Curiosity

State Management

Tesserae state is built on observables — values that emit when they change, and components that re-render when they observe a change. Idiomatic Curiosity front-ends do all of their UI state through these primitives.

Observable<T>

A single mutable value with subscribers.

var name = new Observable<string>("John");

// Component automatically updates when name.Value changes.
TextBlock().Bind(name, n => $"Hello, {n}!");

name.Value = "Jane";   // TextBlock re-renders

Bind is the most common consumer — it takes the observable and a projection from T to text or attributes.

SettableObservable<T>

A read-only-from-outside observable. Use when you want the value to be exposed but not freely mutable:

public class SearchState
{
    private readonly SettableObservable<int> _hitCount = new(0);
    public  IReadOnlyObservable<int> HitCount => _hitCount;

    internal void SetHitCount(int n) => _hitCount.Value = n;
}

ObservableList<T>

A list with per-mutation events. Pair with DeferSync (synchronous) or Defer (async) for reactive lists.

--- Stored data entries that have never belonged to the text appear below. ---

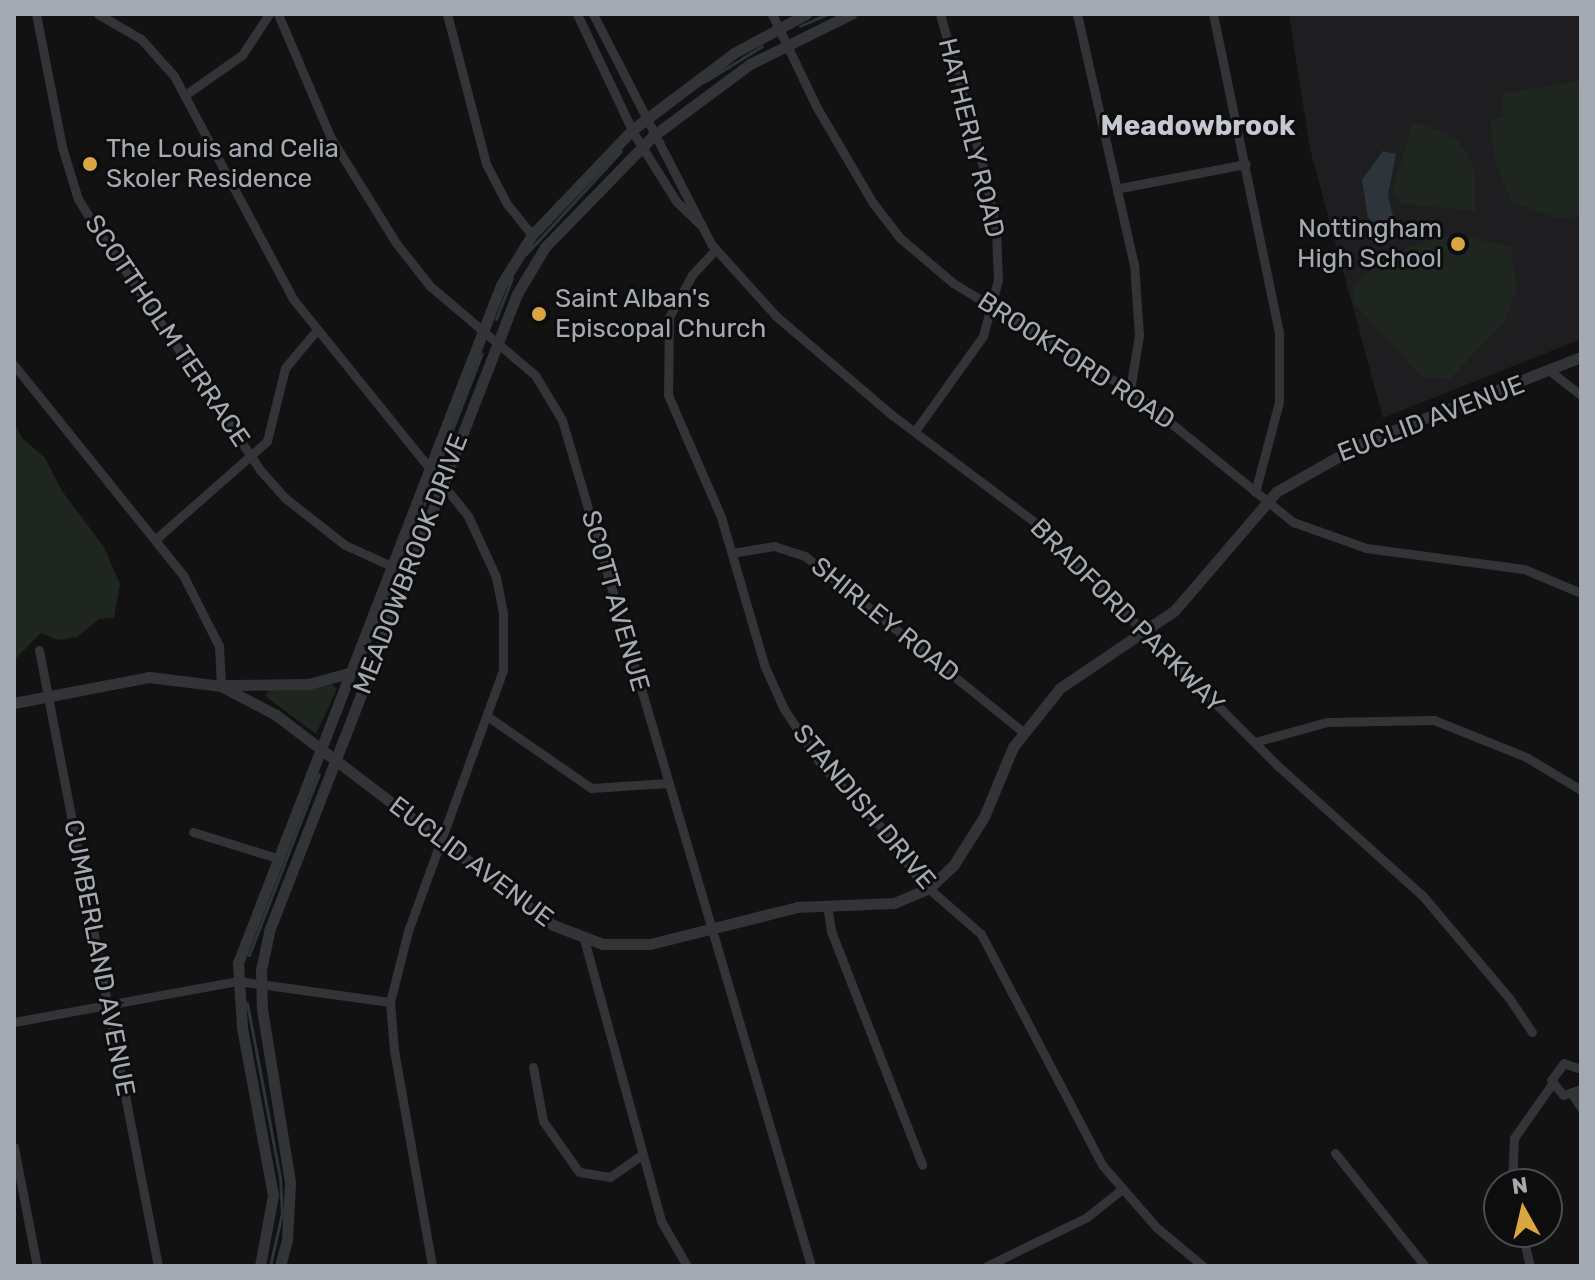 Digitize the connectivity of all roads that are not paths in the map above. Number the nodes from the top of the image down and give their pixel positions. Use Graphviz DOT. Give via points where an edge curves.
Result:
graph roads {
  1 [pos="36,14"];
  2 [pos="98,14"];
  3 [pos="269,14"];
  4 [pos="278,14"];
  5 [pos="447,14"];
  6 [pos="577,14"];
  7 [pos="593,14"];
  8 [pos="772,14"];
  9 [pos="806,14"];
  10 [pos="851,14"];
  11 [pos="940,14"];
  12 [pos="1077,14"];
  13 [pos="1213,14"];
  14 [pos="778,28"];
  15 [pos="786,44"];
  16 [pos="185,95"];
  17 [pos="643,120"];
  18 [pos="632,130"];
  19 [pos="653,136"];
  20 [pos="641,146"];
  21 [pos="1246,164"];
  22 [pos="1120,188"];
  23 [pos="700,224"];
  24 [pos="532,235"];
  25 [pos="716,249"];
  26 [pos="994,306"];
  27 [pos="316,331"];
  28 [pos="483,331"];
  29 [pos="497,343"];
  30 [pos="1581,357"];
  31 [pos="14,365"];
  32 [pos="1550,371"];
  33 [pos="1130,390"];
  34 [pos="1581,395"];
  35 [pos="915,431"];
  36 [pos="252,457"];
  37 [pos="429,467"];
  38 [pos="443,484"];
  39 [pos="1255,492"];
  40 [pos="1265,501"];
  41 [pos="157,538"];
  42 [pos="732,553"];
  43 [pos="391,566"];
  44 [pos="407,573"];
  45 [pos="1581,593"];
  46 [pos="1147,633"];
  47 [pos="39,650"];
  48 [pos="349,673"];
  49 [pos="221,686"];
  50 [pos="49,696"];
  51 [pos="14,703"];
  52 [pos="490,718"];
  53 [pos="1023,732"];
  54 [pos="1255,742"];
  55 [pos="320,749"];
  56 [pos="335,760"];
  57 [pos="668,783"];
  58 [pos="1581,790"];
  59 [pos="193,832"];
  60 [pos="443,841"];
  61 [pos="277,858"];
  62 [pos="929,888"];
  63 [pos="827,905"];
  64 [pos="711,929"];
  65 [pos="584,939"];
  66 [pos="238,981"];
  67 [pos="261,981"];
  68 [pos="390,1002"];
  69 [pos="108,1004"];
  70 [pos="14,1022"];
  71 [pos="1532,1032"];
  72 [pos="533,1067"];
  73 [pos="1581,1069"];
  74 [pos="1552,1084"];
  75 [pos="1577,1092"];
  76 [pos="1581,1108"];
  77 [pos="14,1147"];
  78 [pos="1335,1153"];
  79 [pos="641,1155"];
  80 [pos="922,1165"];
  81 [pos="1513,1168"];
  82 [pos="1121,1190"];
  83 [pos="37,1266"];
  84 [pos="158,1266"];
  85 [pos="260,1266"];
  86 [pos="280,1266"];
  87 [pos="432,1266"];
  88 [pos="687,1266"];
  89 [pos="811,1266"];
  90 [pos="987,1266"];
  91 [pos="1203,1266"];
  92 [pos="1425,1266"];
  1 -- 36 [label="street, SCOTTHOLM TERRACE" via="62,147 78,199"];
  2 -- 16 [label="street" via="155,52"];
  3 -- 16 [label="street" via="242,55"];
  4 -- 28 [label="street, SCOTT AVENUE" via="315,108 362,193 430,286"];
  5 -- 24 [label="street" via="486,164 507,204"];
  6 -- 18 [label="street, BRADFORD PARKWAY"];
  7 -- 17 [label="street, BRADFORD PARKWAY"];
  8 -- 14 [label="street, BROOKFORD ROAD"];
  9 -- 14 [label="street, MEADOWBROOK DRIVE"];
  10 -- 15 [label="street, MEADOWBROOK DRIVE"];
  11 -- 26 [label="street, HATHERLY ROAD" via="996,231"];
  12 -- 22 [label="street"];
  13 -- 21 [label="street"];
  14 -- 15 [label="street, BROOKFORD ROAD"];
  14 -- 17 [label="street, MEADOWBROOK DRIVE" via="734,53"];
  15 -- 19 [label="street, MEADOWBROOK DRIVE" via="699,99"];
  15 -- 26 [label="street, BROOKFORD ROAD" via="845,159 900,238 925,263"];
  16 -- 27 [label="street" via="268,255"];
  17 -- 18 [label="street, MEADOWBROOK DRIVE"];
  17 -- 19 [label="street, BRADFORD PARKWAY"];
  18 -- 20 [label="street, BRADFORD PARKWAY"];
  18 -- 24 [label="street, MEADOWBROOK DRIVE"];
  19 -- 20 [label="street, MEADOWBROOK DRIVE"];
  19 -- 23 [label="street, BRADFORD PARKWAY"];
  20 -- 23 [label="street, BRADFORD PARKWAY" via="683,210"];
  20 -- 29 [label="street, MEADOWBROOK DRIVE" via="530,267"];
  21 -- 22 [label="street"];
  21 -- 39 [label="street" via="1282,372 1267,460"];
  22 -- 33 [label="street" via="1139,318"];
  23 -- 25 [label="street, BRADFORD PARKWAY"];
  24 -- 28 [label="street, MEADOWBROOK DRIVE" via="513,260"];
  25 -- 35 [label="street, BRADFORD PARKWAY" via="812,351"];
  25 -- 42 [label="street, STANDISH DRIVE" via="673,306 665,340 666,376 680,427"];
  26 -- 33 [label="street, BROOKFORD ROAD"];
  26 -- 35 [label="street, HATHERLY ROAD" via="983,336"];
  27 -- 36 [label="street" via="289,359 274,426"];
  27 -- 37 [label="street"];
  28 -- 29 [label="street, SCOTT AVENUE"];
  28 -- 37 [label="street, MEADOWBROOK DRIVE"];
  29 -- 38 [label="street, MEADOWBROOK DRIVE"];
  29 -- 57 [label="street, SCOTT AVENUE" via="535,375 562,420"];
  30 -- 32 [label="street, EUCLID AVENUE"];
  31 -- 41 [label="street"];
  32 -- 34 [label="street"];
  32 -- 40 [label="street, EUCLID AVENUE" via="1364,442"];
  33 -- 39 [label="street, BROOKFORD ROAD"];
  35 -- 46 [label="street, BRADFORD PARKWAY" via="1033,521"];
  36 -- 41 [label="street"];
  36 -- 43 [label="street, SCOTTHOLM TERRACE" via="315,525"];
  37 -- 38 [label="street"];
  37 -- 43 [label="street, MEADOWBROOK DRIVE"];
  38 -- 44 [label="street, MEADOWBROOK DRIVE"];
  38 -- 52 [label="street" via="489,554 503,613 503,670"];
  39 -- 40 [label="street, BROOKFORD ROAD"];
  40 -- 45 [label="street, BROOKFORD ROAD" via="1293,522 1350,544 1524,569"];
  40 -- 46 [label="street, EUCLID AVENUE" via="1190,595"];
  41 -- 49 [label="street" via="219,646"];
  42 -- 53 [label="street, SHIRLEY ROAD" via="774,546 805,556"];
  42 -- 62 [label="street, STANDISH DRIVE" via="765,667 795,729"];
  43 -- 44 [label="street, SCOTTHOLM TERRACE"];
  43 -- 48 [label="street, MEADOWBROOK DRIVE"];
  44 -- 56 [label="street, MEADOWBROOK DRIVE"];
  46 -- 53 [label="street, EUCLID AVENUE" via="1060,688"];
  46 -- 54 [label="street, BRADFORD PARKWAY"];
  47 -- 50 [label="street, CUMBERLAND AVENUE"];
  48 -- 49 [label="street, EUCLID AVENUE" via="308,684"];
  48 -- 55 [label="street, MEADOWBROOK DRIVE"];
  49 -- 50 [label="street, EUCLID AVENUE" via="149,677"];
  49 -- 55 [label="street, EUCLID AVENUE" via="276,715"];
  50 -- 51 [label="street, EUCLID AVENUE"];
  50 -- 69 [label="street, CUMBERLAND AVENUE"];
  52 -- 57 [label="street" via="591,788"];
  52 -- 60 [label="street"];
  53 -- 62 [label="street, EUCLID AVENUE" via="972,840"];
  54 -- 58 [label="street" via="1327,722 1434,720 1526,757"];
  54 -- 71 [label="street, BRADFORD PARKWAY" via="1422,895"];
  55 -- 56 [label="street, EUCLID AVENUE"];
  55 -- 61 [label="street, MEADOWBROOK DRIVE"];
  56 -- 60 [label="street, EUCLID AVENUE"];
  56 -- 67 [label="street, MEADOWBROOK DRIVE" via="269,931"];
  57 -- 64 [label="street, SCOTT AVENUE"];
  59 -- 61 [label="street"];
  60 -- 65 [label="street, EUCLID AVENUE" via="553,925"];
  60 -- 68 [label="street" via="408,931"];
  61 -- 66 [label="street, MEADOWBROOK DRIVE" via="245,940"];
  62 -- 63 [label="street, EUCLID AVENUE" via="894,903"];
  62 -- 82 [label="street, STANDISH DRIVE" via="981,934"];
  63 -- 64 [label="street, EUCLID AVENUE" via="797,907"];
  63 -- 80 [label="street" via="831,931"];
  64 -- 65 [label="street, EUCLID AVENUE" via="650,944"];
  64 -- 89 [label="street, SCOTT AVENUE"];
  65 -- 79 [label="street"];
  66 -- 67 [label="street"];
  66 -- 69 [label="street"];
  66 -- 85 [label="street, MEADOWBROOK DRIVE" via="273,1195"];
  67 -- 68 [label="street"];
  67 -- 86 [label="street, MEADOWBROOK DRIVE" via="267,1051 290,1182"];
  68 -- 87 [label="street"];
  69 -- 70 [label="street"];
  69 -- 84 [label="street, CUMBERLAND AVENUE"];
  72 -- 79 [label="street" via="543,1121 579,1172 610,1177"];
  73 -- 74 [label="street" via="1573,1063 1559,1064"];
  74 -- 75 [label="street" via="1563,1095"];
  74 -- 81 [label="street" via="1514,1138"];
  75 -- 76 [label="street"];
  77 -- 83 [label="street"];
  78 -- 92 [label="street"];
  79 -- 88 [label="street" via="661,1221"];
  82 -- 90 [label="street" via="1087,1217"];
  82 -- 91 [label="street, STANDISH DRIVE"];
}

var items = new ObservableList<string>();

VStack().Children(
    Button("Add").OnClick(() => items.Add($"Item {items.Count + 1}")),
    DeferSync(items, list => VStack().Children(list.Select(TextBlock)))
);

ObservableDictionary<K, V> exists with the same shape if your data is keyed.

Defer vs DeferSync

API When to use
DeferSync Re-render is cheap and synchronous. Lists, conditional blocks, computed text.
Defer The new content needs an await (an endpoint call, an I/O). Streams in a placeholder while the task runs.

Combining observables

For derived state, .Combine produces a new observable from two inputs:

var query = new Observable<string>("");
var typeFilter = new Observable<string>("SupportCase");

var hits = Defer(
    Observable.Combine(query, typeFilter),
    async tuple =>
    {
        var (q, type) = tuple;
        return await Mosaik.API.Endpoints.CallAsync<Hit[]>(
            "search", new { q, type });
    });

The async call only fires when either input changes, and the result re-renders the Defer.

Anti-patterns

  • Mutating Observable.Value inside Bind. That creates a re-entrant loop. If you need to react to a change, subscribe with obs.OnChange(...) instead.
  • Storing whole Node objects in observables. Store UIDs and re-fetch when needed; nodes can go stale if the underlying data changes.
  • One mega-observable for the whole page. Decompose — many small observables compose better and update fewer DOM nodes.